» What is required:
From the records below, transcribe only the lines running from the one with "Which roads connect" through the one with "Extract the road". Keep both of those end lines.

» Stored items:

++++++++

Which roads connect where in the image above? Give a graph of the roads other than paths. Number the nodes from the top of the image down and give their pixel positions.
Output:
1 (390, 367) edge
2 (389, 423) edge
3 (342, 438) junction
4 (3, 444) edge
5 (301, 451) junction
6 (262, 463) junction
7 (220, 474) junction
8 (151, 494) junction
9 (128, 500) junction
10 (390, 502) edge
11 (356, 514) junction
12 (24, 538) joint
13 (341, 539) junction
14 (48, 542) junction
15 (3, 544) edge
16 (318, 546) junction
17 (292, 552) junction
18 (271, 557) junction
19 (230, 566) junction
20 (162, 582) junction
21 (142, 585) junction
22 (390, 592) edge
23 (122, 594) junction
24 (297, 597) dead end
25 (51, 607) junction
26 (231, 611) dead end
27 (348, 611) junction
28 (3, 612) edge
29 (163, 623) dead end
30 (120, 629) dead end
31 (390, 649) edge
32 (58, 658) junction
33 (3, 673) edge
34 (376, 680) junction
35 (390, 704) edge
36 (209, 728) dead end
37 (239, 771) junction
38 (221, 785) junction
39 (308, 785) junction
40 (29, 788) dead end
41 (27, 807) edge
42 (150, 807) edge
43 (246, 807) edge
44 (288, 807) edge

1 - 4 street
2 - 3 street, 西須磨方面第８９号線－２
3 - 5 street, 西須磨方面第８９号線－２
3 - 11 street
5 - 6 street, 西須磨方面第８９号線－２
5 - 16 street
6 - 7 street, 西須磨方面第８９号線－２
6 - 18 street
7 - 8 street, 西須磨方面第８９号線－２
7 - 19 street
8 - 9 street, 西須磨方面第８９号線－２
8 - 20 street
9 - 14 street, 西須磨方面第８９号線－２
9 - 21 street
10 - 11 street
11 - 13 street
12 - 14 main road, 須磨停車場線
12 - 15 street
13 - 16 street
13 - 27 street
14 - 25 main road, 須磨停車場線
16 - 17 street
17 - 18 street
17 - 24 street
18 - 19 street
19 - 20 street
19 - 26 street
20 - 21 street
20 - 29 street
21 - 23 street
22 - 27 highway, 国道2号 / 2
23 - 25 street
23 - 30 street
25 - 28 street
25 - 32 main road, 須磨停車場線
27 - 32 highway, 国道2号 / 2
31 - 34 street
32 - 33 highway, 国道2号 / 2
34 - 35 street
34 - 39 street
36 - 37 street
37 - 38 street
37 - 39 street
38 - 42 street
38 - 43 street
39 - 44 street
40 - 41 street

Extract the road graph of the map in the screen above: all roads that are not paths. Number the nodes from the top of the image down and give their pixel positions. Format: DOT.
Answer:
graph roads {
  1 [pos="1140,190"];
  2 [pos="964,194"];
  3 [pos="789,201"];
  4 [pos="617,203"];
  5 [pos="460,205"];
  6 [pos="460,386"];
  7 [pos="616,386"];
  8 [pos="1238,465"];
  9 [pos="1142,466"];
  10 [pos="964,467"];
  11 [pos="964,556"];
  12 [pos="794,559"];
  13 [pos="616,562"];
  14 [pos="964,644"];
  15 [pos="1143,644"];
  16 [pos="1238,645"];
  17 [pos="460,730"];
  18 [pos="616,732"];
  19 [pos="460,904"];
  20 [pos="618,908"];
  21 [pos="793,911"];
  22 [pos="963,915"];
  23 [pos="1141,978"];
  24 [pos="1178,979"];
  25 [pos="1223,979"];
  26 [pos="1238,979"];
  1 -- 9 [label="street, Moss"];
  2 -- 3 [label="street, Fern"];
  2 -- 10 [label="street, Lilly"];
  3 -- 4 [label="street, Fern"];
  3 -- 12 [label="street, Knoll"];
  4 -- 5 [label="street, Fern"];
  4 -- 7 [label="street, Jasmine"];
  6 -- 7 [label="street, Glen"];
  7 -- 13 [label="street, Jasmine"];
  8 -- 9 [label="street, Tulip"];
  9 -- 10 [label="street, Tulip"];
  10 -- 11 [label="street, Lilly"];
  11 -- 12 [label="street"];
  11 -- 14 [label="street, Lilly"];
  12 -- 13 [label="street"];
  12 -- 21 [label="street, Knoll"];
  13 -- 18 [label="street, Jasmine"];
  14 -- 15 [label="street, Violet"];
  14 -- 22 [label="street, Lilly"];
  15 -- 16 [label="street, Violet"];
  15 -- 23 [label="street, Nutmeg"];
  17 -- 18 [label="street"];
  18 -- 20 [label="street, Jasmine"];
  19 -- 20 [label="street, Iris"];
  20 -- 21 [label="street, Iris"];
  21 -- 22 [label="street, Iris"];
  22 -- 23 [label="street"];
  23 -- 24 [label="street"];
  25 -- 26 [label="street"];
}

++++++++

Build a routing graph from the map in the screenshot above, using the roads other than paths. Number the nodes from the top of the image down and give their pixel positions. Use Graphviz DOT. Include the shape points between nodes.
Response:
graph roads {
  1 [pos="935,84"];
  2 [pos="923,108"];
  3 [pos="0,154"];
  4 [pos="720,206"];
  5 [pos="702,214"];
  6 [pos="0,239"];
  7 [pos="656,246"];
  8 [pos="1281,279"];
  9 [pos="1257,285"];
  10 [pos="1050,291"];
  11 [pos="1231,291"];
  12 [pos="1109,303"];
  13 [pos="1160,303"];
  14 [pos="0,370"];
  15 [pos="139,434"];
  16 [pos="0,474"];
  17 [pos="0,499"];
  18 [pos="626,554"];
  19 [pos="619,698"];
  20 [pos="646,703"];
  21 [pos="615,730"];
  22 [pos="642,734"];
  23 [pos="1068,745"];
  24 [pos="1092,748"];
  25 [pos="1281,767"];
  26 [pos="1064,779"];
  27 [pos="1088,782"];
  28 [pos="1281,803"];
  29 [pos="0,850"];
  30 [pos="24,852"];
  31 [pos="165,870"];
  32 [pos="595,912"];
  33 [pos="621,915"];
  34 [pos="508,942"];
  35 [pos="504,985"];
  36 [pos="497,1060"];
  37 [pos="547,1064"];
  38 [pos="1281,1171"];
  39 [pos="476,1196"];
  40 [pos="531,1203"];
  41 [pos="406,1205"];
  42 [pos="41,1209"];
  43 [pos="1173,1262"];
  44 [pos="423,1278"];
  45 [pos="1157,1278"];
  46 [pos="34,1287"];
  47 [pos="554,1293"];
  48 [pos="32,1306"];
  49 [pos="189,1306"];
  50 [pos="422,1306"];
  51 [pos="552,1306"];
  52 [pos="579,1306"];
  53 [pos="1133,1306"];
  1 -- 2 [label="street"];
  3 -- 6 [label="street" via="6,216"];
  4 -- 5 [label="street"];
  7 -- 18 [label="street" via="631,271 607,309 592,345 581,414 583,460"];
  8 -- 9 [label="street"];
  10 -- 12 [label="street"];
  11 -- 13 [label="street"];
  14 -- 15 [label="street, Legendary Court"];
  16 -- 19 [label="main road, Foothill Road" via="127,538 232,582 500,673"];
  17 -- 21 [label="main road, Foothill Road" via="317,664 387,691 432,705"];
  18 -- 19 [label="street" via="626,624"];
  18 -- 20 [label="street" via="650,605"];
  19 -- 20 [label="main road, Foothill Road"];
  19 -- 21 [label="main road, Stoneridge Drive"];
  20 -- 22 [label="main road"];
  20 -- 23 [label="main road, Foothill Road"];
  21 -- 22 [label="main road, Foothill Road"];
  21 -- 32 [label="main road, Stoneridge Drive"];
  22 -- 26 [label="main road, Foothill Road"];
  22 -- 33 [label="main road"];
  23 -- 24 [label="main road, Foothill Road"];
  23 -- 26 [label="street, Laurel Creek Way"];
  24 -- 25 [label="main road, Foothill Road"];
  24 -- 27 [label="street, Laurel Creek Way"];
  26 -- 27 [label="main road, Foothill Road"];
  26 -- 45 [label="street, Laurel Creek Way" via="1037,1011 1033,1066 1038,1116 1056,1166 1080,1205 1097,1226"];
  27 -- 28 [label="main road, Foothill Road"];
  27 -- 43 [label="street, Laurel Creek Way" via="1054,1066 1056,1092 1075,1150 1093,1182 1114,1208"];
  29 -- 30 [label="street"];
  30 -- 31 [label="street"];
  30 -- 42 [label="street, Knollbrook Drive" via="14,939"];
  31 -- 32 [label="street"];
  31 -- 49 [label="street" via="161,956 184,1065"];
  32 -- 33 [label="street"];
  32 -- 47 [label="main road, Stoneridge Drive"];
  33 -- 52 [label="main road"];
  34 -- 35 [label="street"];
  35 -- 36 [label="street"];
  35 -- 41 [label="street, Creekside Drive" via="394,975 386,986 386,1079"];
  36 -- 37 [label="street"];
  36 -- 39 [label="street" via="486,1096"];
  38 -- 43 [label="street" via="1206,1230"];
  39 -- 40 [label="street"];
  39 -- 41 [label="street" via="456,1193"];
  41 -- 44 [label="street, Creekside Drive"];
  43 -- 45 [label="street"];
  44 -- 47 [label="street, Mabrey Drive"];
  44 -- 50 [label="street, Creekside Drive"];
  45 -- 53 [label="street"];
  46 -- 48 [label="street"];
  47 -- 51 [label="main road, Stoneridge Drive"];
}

++++++++

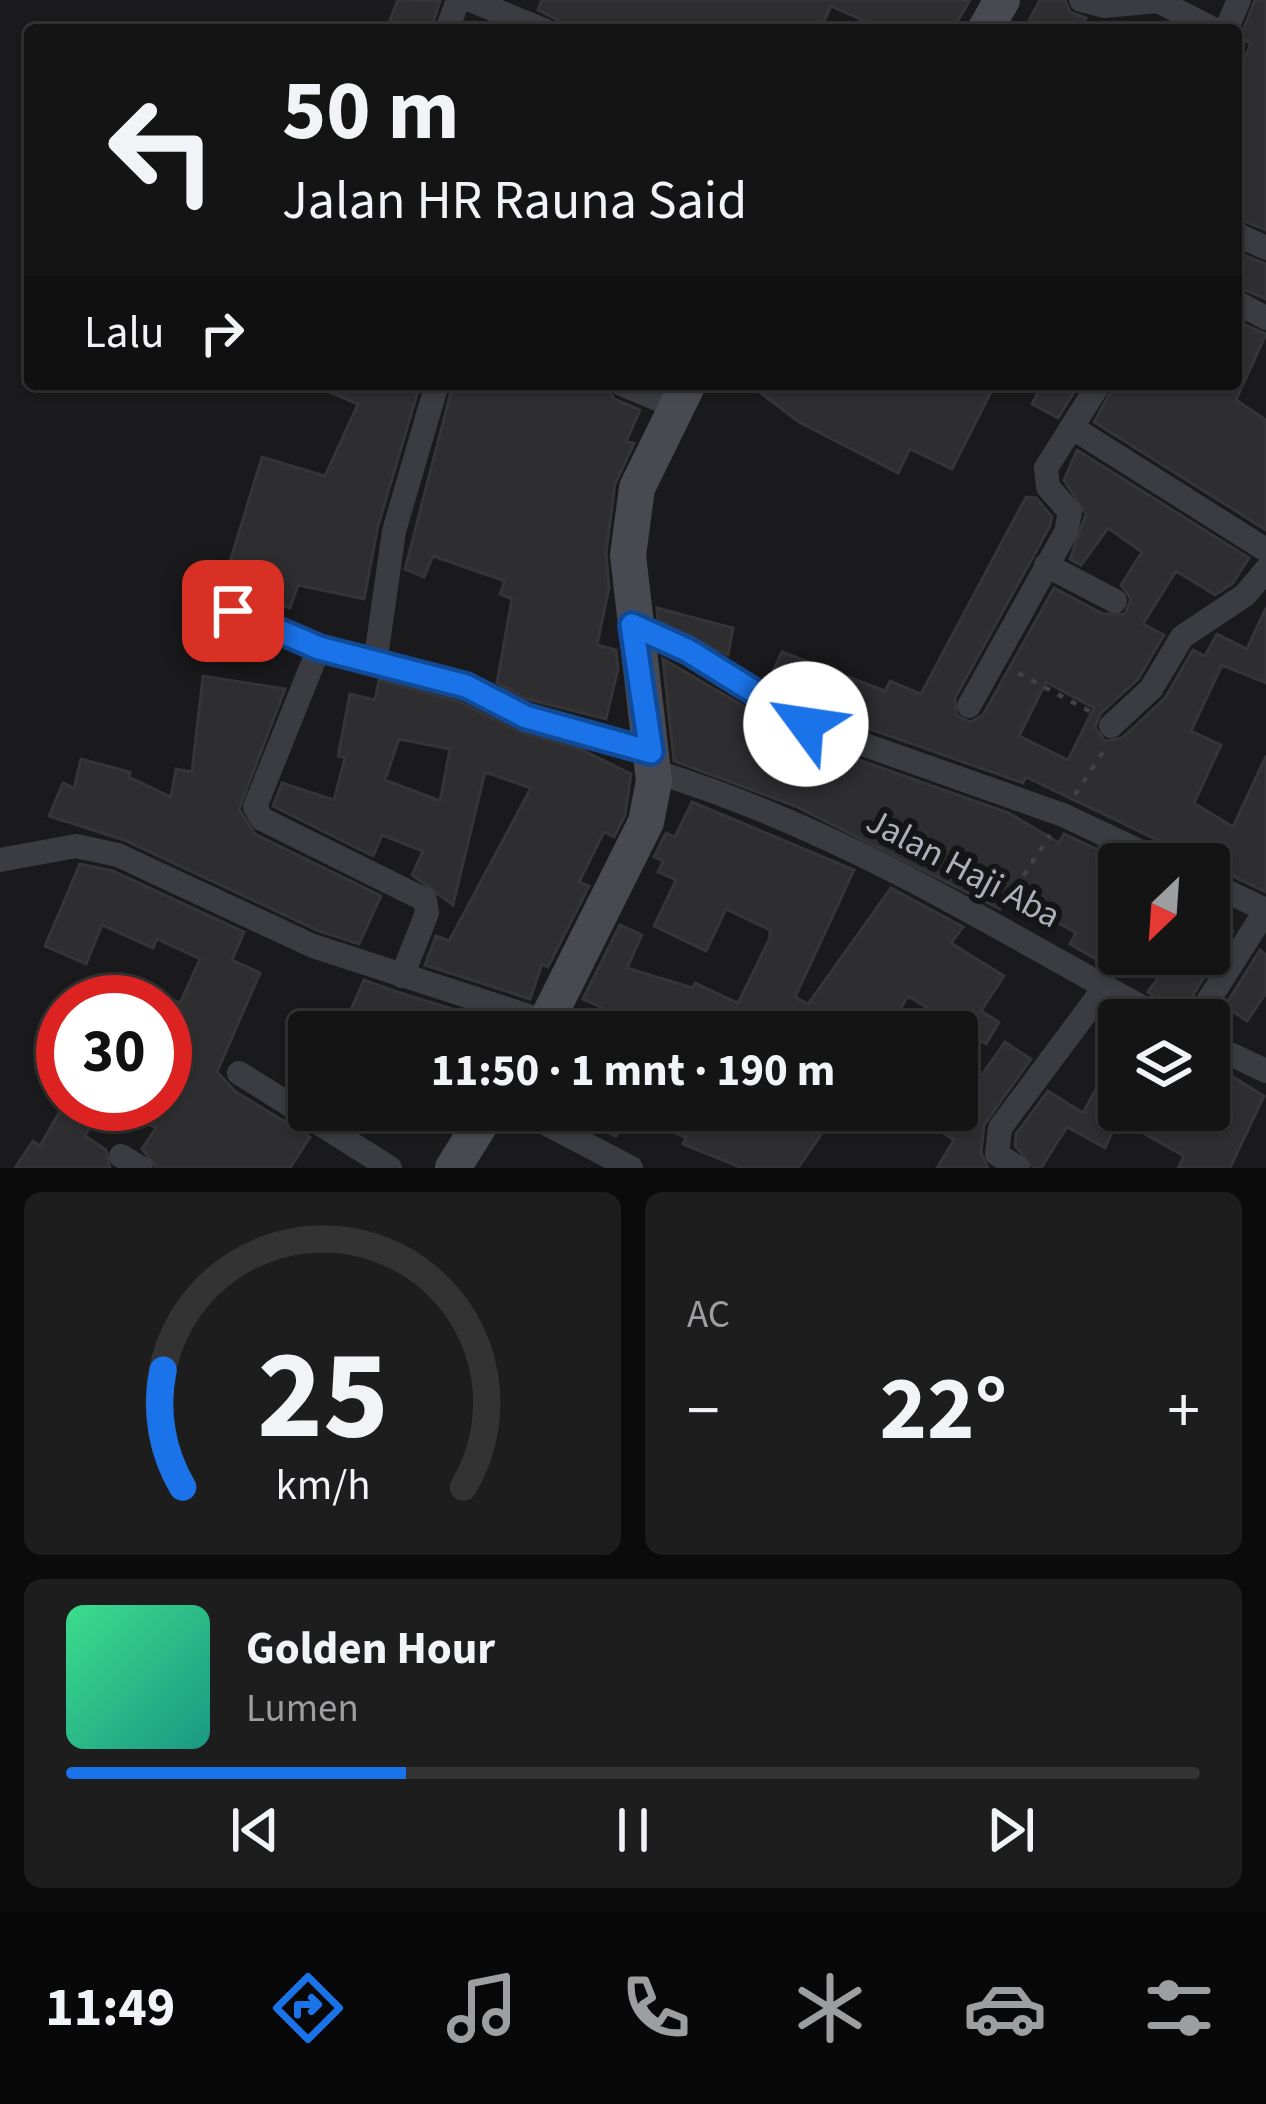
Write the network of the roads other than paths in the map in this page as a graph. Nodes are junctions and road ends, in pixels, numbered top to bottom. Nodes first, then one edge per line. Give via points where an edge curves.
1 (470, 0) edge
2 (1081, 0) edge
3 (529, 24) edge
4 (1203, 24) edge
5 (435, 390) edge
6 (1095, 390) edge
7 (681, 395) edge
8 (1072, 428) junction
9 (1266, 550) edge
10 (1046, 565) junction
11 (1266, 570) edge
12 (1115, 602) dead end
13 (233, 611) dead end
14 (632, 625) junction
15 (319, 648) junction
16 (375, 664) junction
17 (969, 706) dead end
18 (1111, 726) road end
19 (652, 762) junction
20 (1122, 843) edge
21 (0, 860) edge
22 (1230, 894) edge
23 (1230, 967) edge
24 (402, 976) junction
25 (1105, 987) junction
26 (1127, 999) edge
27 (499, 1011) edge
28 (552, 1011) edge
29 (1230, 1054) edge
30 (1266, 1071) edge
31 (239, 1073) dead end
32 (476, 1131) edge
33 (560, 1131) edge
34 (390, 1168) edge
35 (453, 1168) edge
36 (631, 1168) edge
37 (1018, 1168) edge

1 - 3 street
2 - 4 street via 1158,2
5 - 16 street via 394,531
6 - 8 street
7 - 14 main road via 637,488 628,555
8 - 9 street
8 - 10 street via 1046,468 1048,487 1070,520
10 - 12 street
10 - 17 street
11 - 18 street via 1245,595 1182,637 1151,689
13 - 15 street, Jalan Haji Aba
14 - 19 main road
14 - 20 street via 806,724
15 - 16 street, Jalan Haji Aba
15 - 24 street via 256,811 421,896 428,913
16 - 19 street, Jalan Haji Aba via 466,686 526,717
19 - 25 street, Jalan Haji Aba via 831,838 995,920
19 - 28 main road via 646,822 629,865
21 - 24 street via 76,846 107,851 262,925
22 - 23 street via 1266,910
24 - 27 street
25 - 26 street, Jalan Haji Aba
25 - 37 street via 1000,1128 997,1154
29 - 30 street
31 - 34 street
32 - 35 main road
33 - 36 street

++++++++

» Written reply:
Which roads connect where in the image above? Give a graph of the roads other than paths. Number the nodes from the top of the image down and give their pixel positions.
Output:
1 (390, 367) edge
2 (389, 423) edge
3 (342, 438) junction
4 (3, 444) edge
5 (301, 451) junction
6 (262, 463) junction
7 (220, 474) junction
8 (151, 494) junction
9 (128, 500) junction
10 (390, 502) edge
11 (356, 514) junction
12 (24, 538) joint
13 (341, 539) junction
14 (48, 542) junction
15 (3, 544) edge
16 (318, 546) junction
17 (292, 552) junction
18 (271, 557) junction
19 (230, 566) junction
20 (162, 582) junction
21 (142, 585) junction
22 (390, 592) edge
23 (122, 594) junction
24 (297, 597) dead end
25 (51, 607) junction
26 (231, 611) dead end
27 (348, 611) junction
28 (3, 612) edge
29 (163, 623) dead end
30 (120, 629) dead end
31 (390, 649) edge
32 (58, 658) junction
33 (3, 673) edge
34 (376, 680) junction
35 (390, 704) edge
36 (209, 728) dead end
37 (239, 771) junction
38 (221, 785) junction
39 (308, 785) junction
40 (29, 788) dead end
41 (27, 807) edge
42 (150, 807) edge
43 (246, 807) edge
44 (288, 807) edge

1 - 4 street
2 - 3 street, 西須磨方面第８９号線－２
3 - 5 street, 西須磨方面第８９号線－２
3 - 11 street
5 - 6 street, 西須磨方面第８９号線－２
5 - 16 street
6 - 7 street, 西須磨方面第８９号線－２
6 - 18 street
7 - 8 street, 西須磨方面第８９号線－２
7 - 19 street
8 - 9 street, 西須磨方面第８９号線－２
8 - 20 street
9 - 14 street, 西須磨方面第８９号線－２
9 - 21 street
10 - 11 street
11 - 13 street
12 - 14 main road, 須磨停車場線
12 - 15 street
13 - 16 street
13 - 27 street
14 - 25 main road, 須磨停車場線
16 - 17 street
17 - 18 street
17 - 24 street
18 - 19 street
19 - 20 street
19 - 26 street
20 - 21 street
20 - 29 street
21 - 23 street
22 - 27 highway, 国道2号 / 2
23 - 25 street
23 - 30 street
25 - 28 street
25 - 32 main road, 須磨停車場線
27 - 32 highway, 国道2号 / 2
31 - 34 street
32 - 33 highway, 国道2号 / 2
34 - 35 street
34 - 39 street
36 - 37 street
37 - 38 street
37 - 39 street
38 - 42 street
38 - 43 street
39 - 44 street
40 - 41 street

Extract the road graph of the map in the screen above: all roads that are not paths. Number the nodes from the top of the image down and give their pixel positions. Format: DOT.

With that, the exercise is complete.